OGP Subcommittee Expected to Discuss Philippines, FOI

13 February 2013

A subcommittee of the Open Government Partnership is expected this week to discuss whether the OGP should signal its disappointment with the Philippines government for failing to pass freedom of information legislation.

The request from FOI advocates poses a challenge to OGP officials, who have said that criticizing governments is not an OGP function. The only similar situation arose in late 2011 when the OGP was asked to comment on the pending secrecy bill in South Africa. The member governments of the OGP Steering Committee decided against making a statement, but the members from civil society wrote a joint letter expressing concerns about the controversial South African bill. (See previous FreedomInfo.org report.)

The CSO representatives’  letter urged the South African government to listen to the civil society concerns and said passage would cast “a shadow” over South Africa’s participation in OGP.  A broad South African civil society coalition, the Right2Know Coalition, had asked the OGP leadership to object to the bill, maintaining that the bill was inconsistent with South Africa’s participation in OGP, particularly as a founding member and Steering Committee member. The secrecy bill has been modified, although not entirely to critics’ satisfaction, and is expected to pass in the near future.

The situation in the Philippines prompted a similar request for OGP comment. It came from a leader of the Right to Know. Right Now! Coalition, Nepo Malaluan, Co-Director of the Institute for Freedom of Information, and Toby Mendel, Executive Director of the Centre for Law and Democracy.

Their Feb. 8 letter to the OGP laments the recent failure of the Philippines National Congress to pass a freedom of information law and expresses the widespread view among FOI supporters in the Philippines that President Benigno Aquino failed to deliver on his campaign promise to pass a FOI law by being slow to propose a bill and failing to encourage legislative action. (See FreedomInfo.org report.)

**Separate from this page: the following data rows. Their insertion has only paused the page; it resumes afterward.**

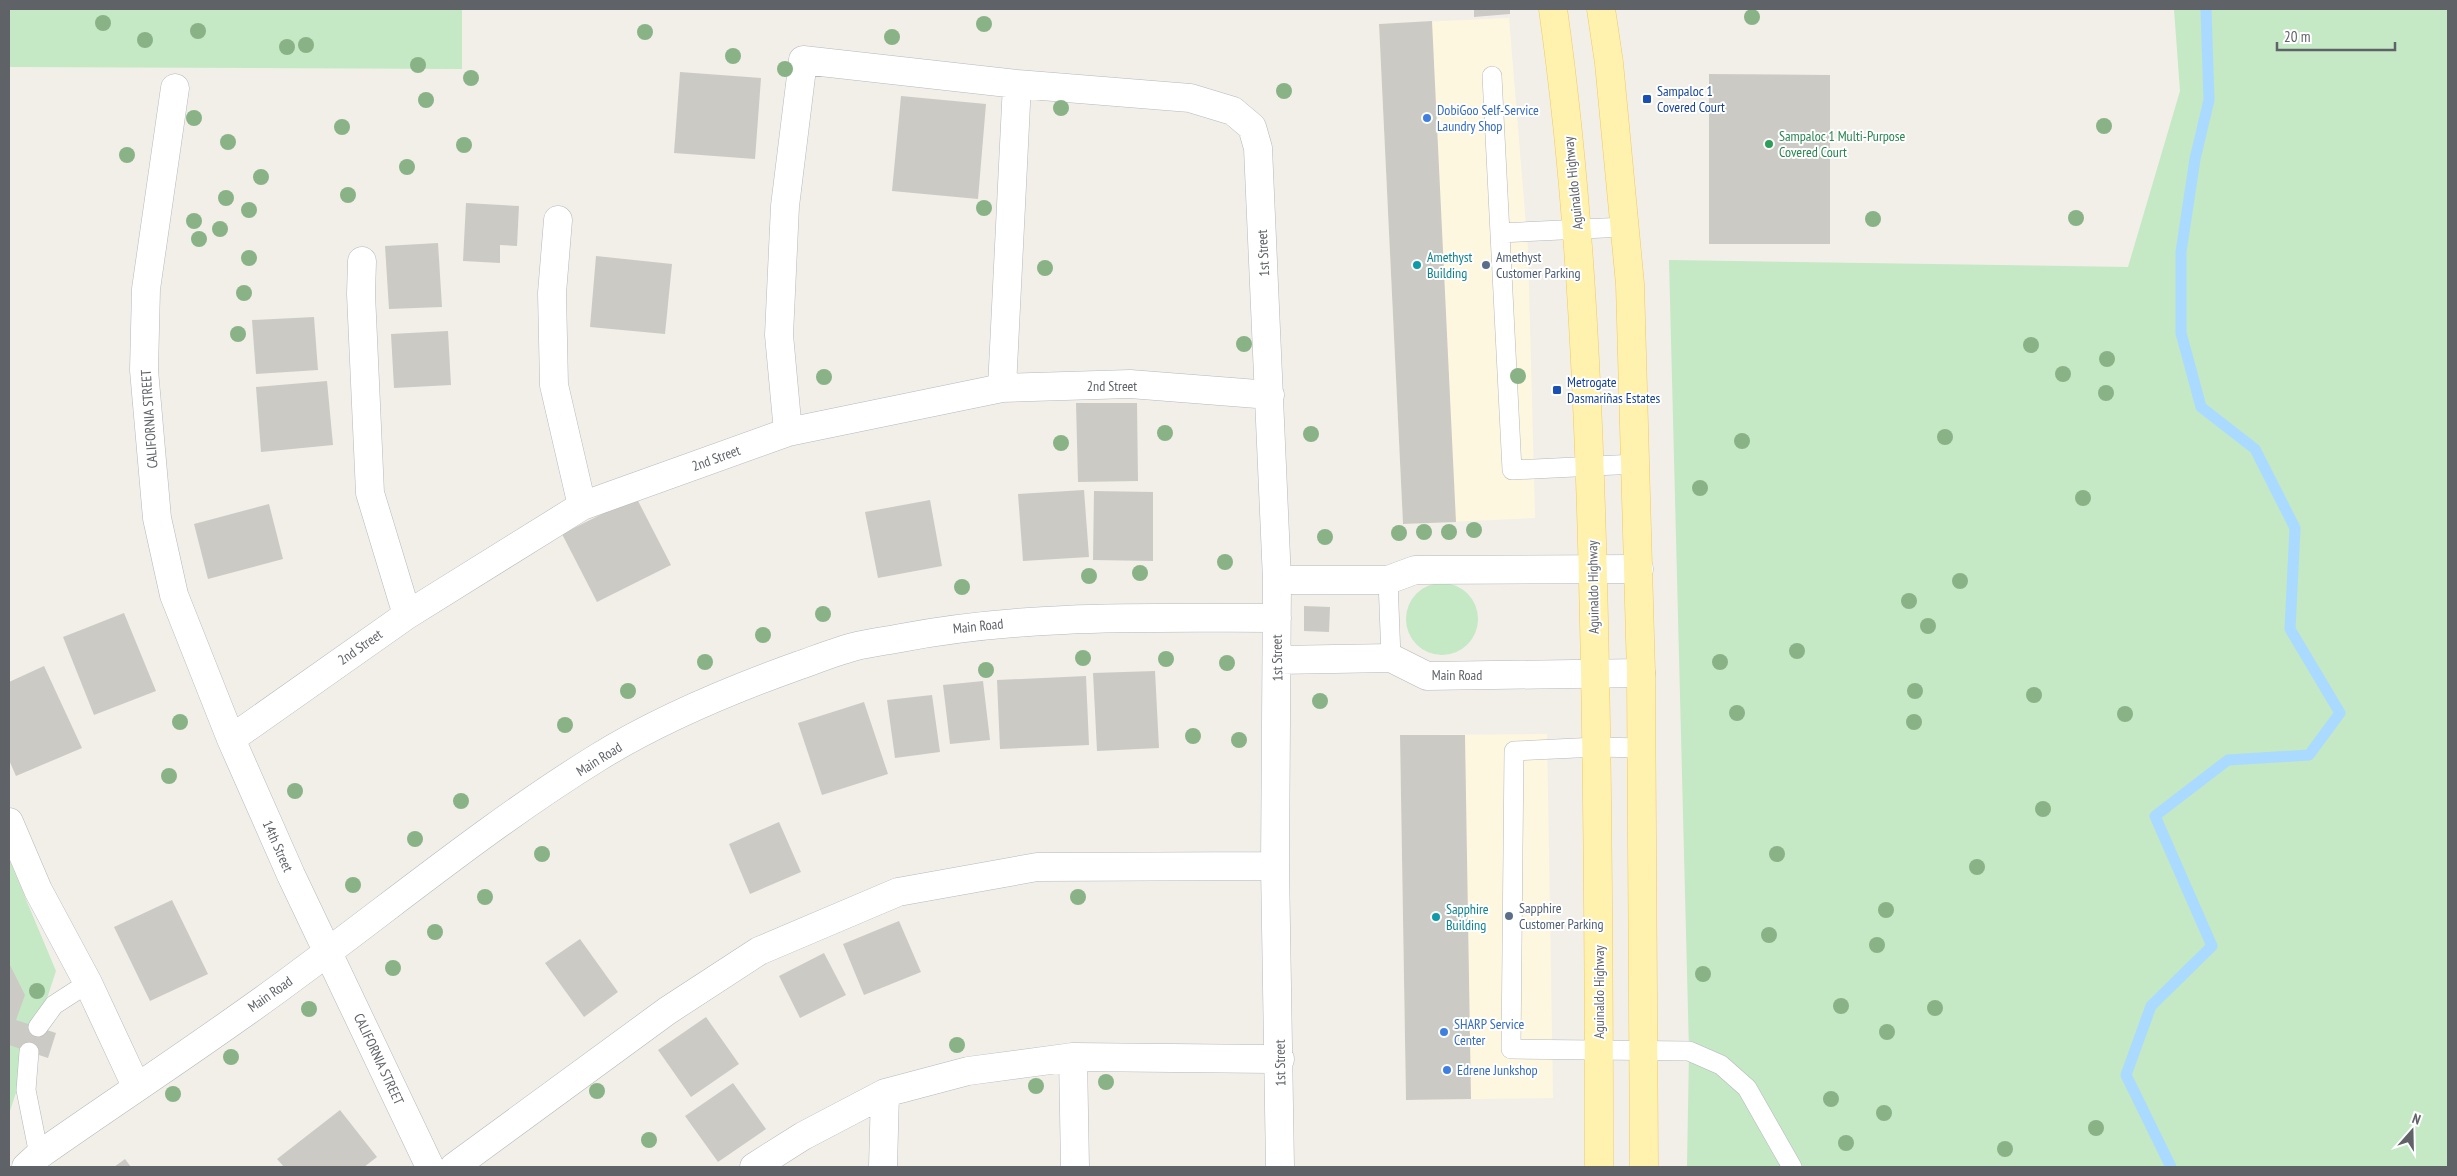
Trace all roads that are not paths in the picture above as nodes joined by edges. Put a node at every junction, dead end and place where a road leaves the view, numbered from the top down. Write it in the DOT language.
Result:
graph roads {
  1 [pos="1553,9"];
  2 [pos="1601,9"];
  3 [pos="1492,76"];
  4 [pos="1017,84"];
  5 [pos="175,88"];
  6 [pos="558,220"];
  7 [pos="1625,227"];
  8 [pos="1577,229"];
  9 [pos="1500,233"];
  10 [pos="362,261"];
  11 [pos="1002,388"];
  12 [pos="1270,395"];
  13 [pos="788,432"];
  14 [pos="1636,464"];
  15 [pos="1590,466"];
  16 [pos="582,506"];
  17 [pos="1639,569"];
  18 [pos="1593,570"];
  19 [pos="1277,580"];
  20 [pos="1388,580"];
  21 [pos="406,615"];
  22 [pos="1277,618"];
  23 [pos="1391,658"];
  24 [pos="1278,660"];
  25 [pos="1595,673"];
  26 [pos="1641,673"];
  27 [pos="231,739"];
  28 [pos="1597,748"];
  29 [pos="1642,748"];
  30 [pos="9,822"];
  31 [pos="1275,866"];
  32 [pos="328,952"];
  33 [pos="88,983"];
  34 [pos="38,1027"];
  35 [pos="1599,1050"];
  36 [pos="1643,1051"];
  37 [pos="29,1052"];
  38 [pos="1073,1057"];
  39 [pos="1280,1059"];
  40 [pos="136,1086"];
  41 [pos="885,1093"];
  42 [pos="32,1161"];
  43 [pos="430,1167"];
  44 [pos="454,1167"];
  45 [pos="754,1167"];
  46 [pos="883,1167"];
  47 [pos="1075,1167"];
  48 [pos="1280,1167"];
  49 [pos="1599,1167"];
  50 [pos="1644,1167"];
  51 [pos="1792,1167"];
  1 -- 8 [label="main road, Aguinaldo Highway"];
  2 -- 7 [label="main road"];
  3 -- 9 [label="lane"];
  4 -- 11 [label="street"];
  4 -- 12 [label="street, 1st Street"];
  4 -- 13 [label="street, 1st Street"];
  5 -- 27 [label="street, CALIFORNIA STREET"];
  6 -- 16 [label="street"];
  7 -- 8 [label="lane"];
  7 -- 14 [label="main road"];
  8 -- 9 [label="lane"];
  8 -- 15 [label="main road, Aguinaldo Highway"];
  9 -- 15 [label="lane"];
  10 -- 21 [label="street"];
  11 -- 12 [label="street, 2nd Street"];
  11 -- 13 [label="street, 2nd Street"];
  12 -- 19 [label="street, 1st Street"];
  13 -- 16 [label="street, 2nd Street"];
  14 -- 15 [label="lane"];
  14 -- 17 [label="main road"];
  15 -- 18 [label="main road, Aguinaldo Highway"];
  16 -- 21 [label="street, 2nd Street"];
  17 -- 18 [label="street"];
  17 -- 26 [label="main road"];
  18 -- 20 [label="street"];
  18 -- 25 [label="main road, Aguinaldo Highway"];
  19 -- 20 [label="street"];
  19 -- 22 [label="street, 1st Street"];
  20 -- 23 [label="lane"];
  21 -- 27 [label="street, 2nd Street"];
  22 -- 24 [label="street, 1st Street"];
  22 -- 32 [label="street, Main Road"];
  23 -- 24 [label="street, Main Road"];
  23 -- 25 [label="street, Main Road"];
  24 -- 31 [label="street, 1st Street"];
  25 -- 26 [label="street, Main Road"];
  25 -- 28 [label="main road, Aguinaldo Highway"];
  26 -- 29 [label="main road"];
  27 -- 32 [label="street, 14th Street"];
  28 -- 29 [label="lane"];
  28 -- 35 [label="main road, Aguinaldo Highway"];
  28 -- 35 [label="lane"];
  29 -- 36 [label="main road"];
  30 -- 33 [label="street"];
  31 -- 39 [label="street, 1st Street"];
  31 -- 44 [label="street"];
  32 -- 40 [label="street, Main Road"];
  32 -- 43 [label="street, CALIFORNIA STREET"];
  33 -- 34 [label="lane"];
  33 -- 40 [label="street"];
  35 -- 36 [label="lane"];
  35 -- 49 [label="main road, Aguinaldo Highway"];
  36 -- 50 [label="main road"];
  36 -- 51 [label="lane"];
  37 -- 42 [label="lane"];
  38 -- 39 [label="street"];
  38 -- 41 [label="street"];
  38 -- 47 [label="street"];
  39 -- 48 [label="street, 1st Street"];
  40 -- 42 [label="street, Main Road"];
  41 -- 45 [label="street"];
  41 -- 46 [label="street"];
}
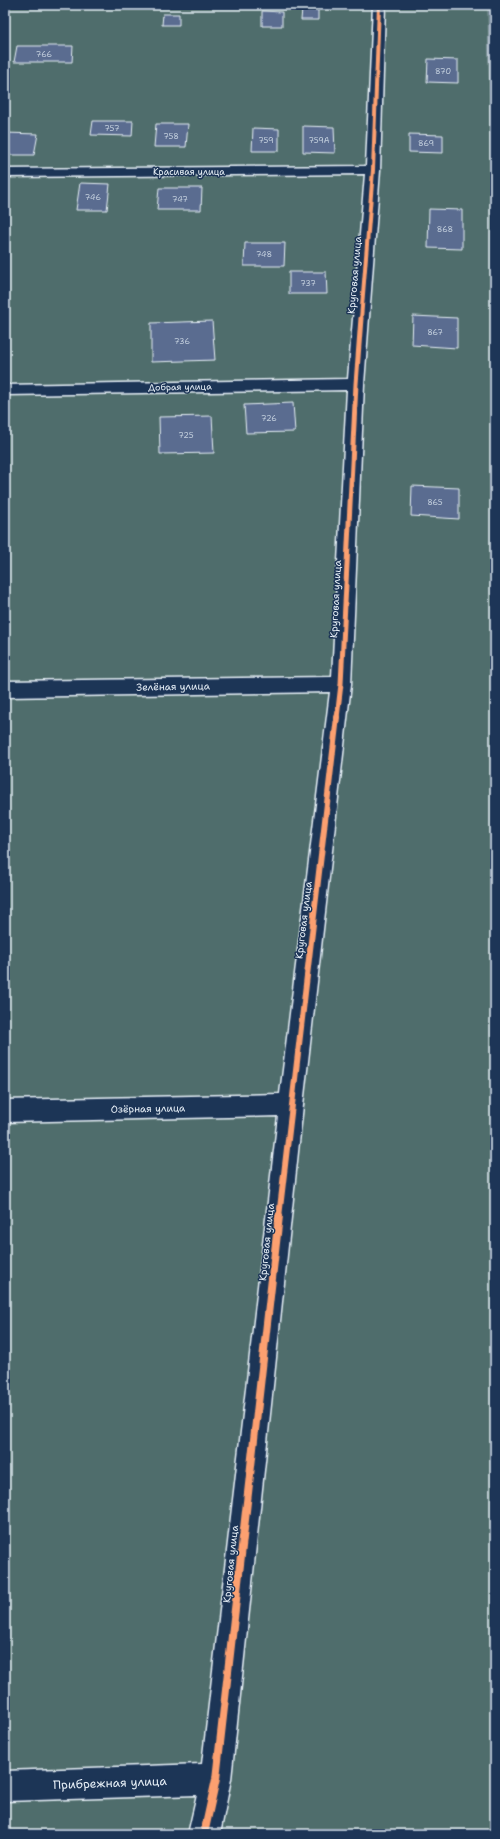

The OGP action plan from the Philippines government calls passage of a FOI bill a “critical component” of the plan. The Philippines government is a founding member of the OGP and serves on the Steering Committee.

“We sincerely hope that the OGP Steering Committee takes decisive action in response to this fact that the Philippines still does not have an RTI law,” said Malaluan. “If it does not, we believe that the credibility of the OGP will be at risk.”

The OGP Governance and Leadership Subcommittee is likely to discuss the topic on a scheduled teleconference call this week in advance of an in-person meeting to be held next week in Jakarta, according to OGP officials.

The likelihood of OGP comment is considered slight. Officials from OGP member countries have been reluctant to publicly criticize other countries. In addition, the OGP philosophy is geared toward encouraging participation and voluntary action.

Progress on action plans is to be self-assessed by governments and examined through an Independent Review Mechanism. The self-assessments by the Philippines government and the other seven founding members are due by the end of March. The selection of an independent reviewer for the Philippines and the other founding members is underway, with those reports due in October. (See previous FreedomInfo.org report.)

The letter from Malaluan and Mendel notes that the OGP Article of Governance says that Steering Committee members should show “leadership by example for OGP in terms of domestic commitments.” They ask that the OGP “signal to the Government of the Philippines that its actions are not in accordance with the norms and expectations of the OGP.”

The OGP has addressed what to do if countries consistently fail to fulfill their pledges over time, adopting a rule that subpar performance over three consecutive years could lead to suspension. (See previous FreedomInfo.org report.)

The key provision of the Articles of Governance states:

Should the IRM process find that a participating government repeatedly (for three consequent years) acts contrary to the OGP process and to its Action Plan commitments (Addenda B and C), fails to adequately address issues raised by the IRM, or is taking actions that undermine the values and principles of the OGP, the Steering Committee may upon recommendation of the Criteria and Standards (CS) Sub-committee review the participation of said government in OGP.

Adding to the equation is an unresolved internal OGP controversy over which three member countries should step off the Steering Committee to make room for new members.  Norway has agreed to drop off, and both the Philippines and South Africa seemed the likely other two candidates.

South Africa balked, however, expressing concerns about being it asked to volunteer to rotate off while the Philippines was being encouraged to remain on. The Philippines had originally indicated a willingness to rotate off, but later changed its mind, sources said. The lead co-chair of the OGP, the United Kingdom, was said to be trying to resolve the situation. (See previous FreedomInfo.org report.)

OGP officials said the recent request to send a “signal” to the Philippines would likely come up at meeting of the Governance and Leadership Subcommittee. The four members of that subcommittee are the representatives of the governments of Indonesia and the United Kingdom (chair),  and of the International Budget Partnership and Twaweza.

Minutes of OGP subcommittee meetings are prepared and released. The most recent posted subcommittee minutes date to last September. Some can be found on the “Meeting & Minutes” page and others can be found under “related files” on the “Governance Staff and Donors” page.

The next Steering Committee meeting is scheduled for late April in London.